Yellowjackets

d’Ashley Lyle et Bart Nickerson, depuis 2021, ****

C’est une équipe de foot nor­male, com­po­sée de lycéennes (c’est un sport de filles, on est aux États-Unis) typiques du New Jersey, avec leurs espoirs, leurs aspi­ra­tions, leurs his­toires de cœur, leurs riva­li­tés et leurs souffre-dou­leur. Sélectionnée pour le cham­pion­nat natio­nal, elle doit se rendre à Seattle, de l’autre côté du pays. Mais en route, dévié vers le nord par la tem­pête, leur avion tente un atter­ris­sage d’ur­gence là, quelque part dans les Rocheuses cana­diennes. L’équipage est tué, le seul adulte sur­vi­vant est griè­ve­ment bles­sé, et les gamines se retrouvent livrées à elles-mêmes dans la neige, la mon­tagne et la forêt.

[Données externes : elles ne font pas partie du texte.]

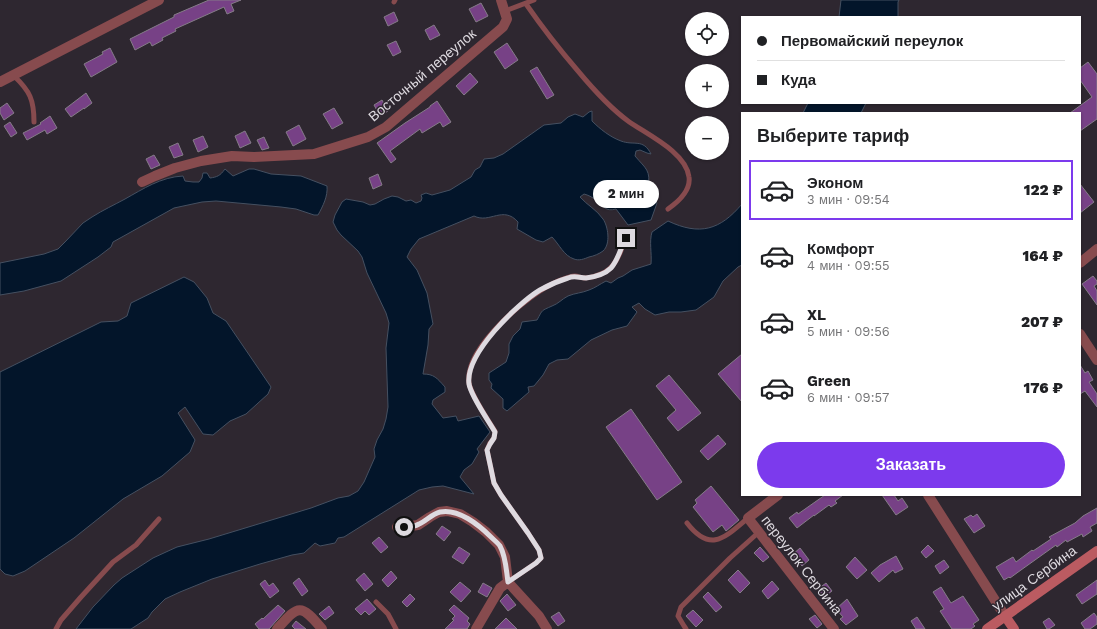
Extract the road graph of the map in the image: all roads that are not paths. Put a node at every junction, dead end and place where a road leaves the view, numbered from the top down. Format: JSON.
{"nodes":[{"id":1,"x":157,"y":0,"type":"edge"},
{"id":2,"x":501,"y":0,"type":"edge"},
{"id":3,"x":534,"y":0,"type":"edge"},
{"id":4,"x":526,"y":4,"type":"junction"},
{"id":5,"x":506,"y":11,"type":"junction"},
{"id":6,"x":14,"y":76,"type":"junction"},
{"id":7,"x":0,"y":82,"type":"edge"},
{"id":8,"x":34,"y":122,"type":"dead end"},
{"id":9,"x":142,"y":182,"type":"dead end"},
{"id":10,"x":668,"y":209,"type":"dead end"},
{"id":11,"x":630,"y":235,"type":"dead end"},
{"id":12,"x":1097,"y":249,"type":"edge"},
{"id":13,"x":1081,"y":261,"type":"edge"},
{"id":14,"x":1081,"y":336,"type":"edge"},
{"id":15,"x":1097,"y":360,"type":"edge"},
{"id":16,"x":777,"y":496,"type":"edge"},
{"id":17,"x":929,"y":496,"type":"edge"},
{"id":18,"x":748,"y":518,"type":"junction"},
{"id":19,"x":159,"y":519,"type":"dead end"},
{"id":20,"x":687,"y":523,"type":"dead end"},
{"id":21,"x":397,"y":527,"type":"dead end"},
{"id":22,"x":760,"y":532,"type":"junction"},
{"id":23,"x":1097,"y":550,"type":"edge"},
{"id":24,"x":508,"y":582,"type":"junction"},
{"id":25,"x":376,"y":602,"type":"dead end"},
{"id":26,"x":1005,"y":616,"type":"junction"},
{"id":27,"x":56,"y":629,"type":"edge"},
{"id":28,"x":277,"y":629,"type":"edge"},
{"id":29,"x":322,"y":629,"type":"edge"},
{"id":30,"x":396,"y":629,"type":"edge"},
{"id":31,"x":476,"y":629,"type":"edge"},
{"id":32,"x":547,"y":629,"type":"edge"},
{"id":33,"x":686,"y":629,"type":"edge"},
{"id":34,"x":834,"y":629,"type":"edge"},
{"id":35,"x":987,"y":629,"type":"edge"},
{"id":36,"x":1014,"y":629,"type":"edge"}],
"edges":[{"from":1,"to":6,"type":"street"},
{"from":2,"to":5,"type":"street"},
{"from":3,"to":4,"type":"lane"},
{"from":4,"to":5,"type":"lane"},
{"from":4,"to":10,"type":"lane"},
{"from":5,"to":9,"type":"street","name":"Восточный переулок"},
{"from":6,"to":7,"type":"street"},
{"from":6,"to":8,"type":"lane"},
{"from":11,"to":24,"type":"lane"},
{"from":12,"to":13,"type":"street"},
{"from":14,"to":15,"type":"street"},
{"from":16,"to":18,"type":"street"},
{"from":17,"to":26,"type":"street"},
{"from":18,"to":20,"type":"lane"},
{"from":18,"to":22,"type":"street","name":"переулок Сербина"},
{"from":19,"to":27,"type":"lane"},
{"from":21,"to":24,"type":"street"},
{"from":22,"to":33,"type":"lane"},
{"from":22,"to":34,"type":"street","name":"переулок Сербина"},
{"from":23,"to":26,"type":"street","name":"улица Сербина"},
{"from":24,"to":31,"type":"street"},
{"from":24,"to":32,"type":"street"},
{"from":25,"to":30,"type":"lane"},
{"from":26,"to":35,"type":"street","name":"улица Сербина"},
{"from":26,"to":36,"type":"street"},
{"from":28,"to":29,"type":"street"}]}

Les survivantes devant l'épave
Bon, on a réus­si à faire du feu, on mour­ra pas de froid. Euh… C’était quoi ce bruit ? — pho­to Showtime

Évidemment, vous avez lu Sa majes­té des mouches. C’est une ins­pi­ra­tion ouverte de Yellowjackets, qui a même un temps été pré­sen­té comme adap­ta­tion de ce roman. L’autre source évi­dente est un évé­ne­ment bien réel : le « drame des Andes », où 16 per­sonnes ont sur­vé­cu deux mois à 3600 m d’al­ti­tude après le crash du vol 571, affré­té pour un club de rug­by. Vous ne serez donc pas sur­pris d’ap­prendre que nous avons ici affaire à un sur­vi­val, avec des ados aban­don­nées à elles-mêmes en pleine nature, des pay­sages aus­si superbes qu’­hos­tiles, des affron­te­ments au sein du groupe, et des cadavres conge­lés qui servent de garde-manger.

Nat tire au fusil
Heureusement que le vieux avait de quoi chas­ser dans sa cabane… Bon, y’a pas de gibier, mais on sait jamais… — pho­to Showtime

Donc là comme ça, on s’at­tend à une série éven­tuel­le­ment sym­pa, plus froide que The wilds et plus trash que Les res­ca­pés du vol 29, mais pas radi­ca­le­ment différente.

Mais Ahsley Lyle et Bart Nickerson ont fait deux choix qui donnent une tona­li­té plus ori­gi­nale que prévu.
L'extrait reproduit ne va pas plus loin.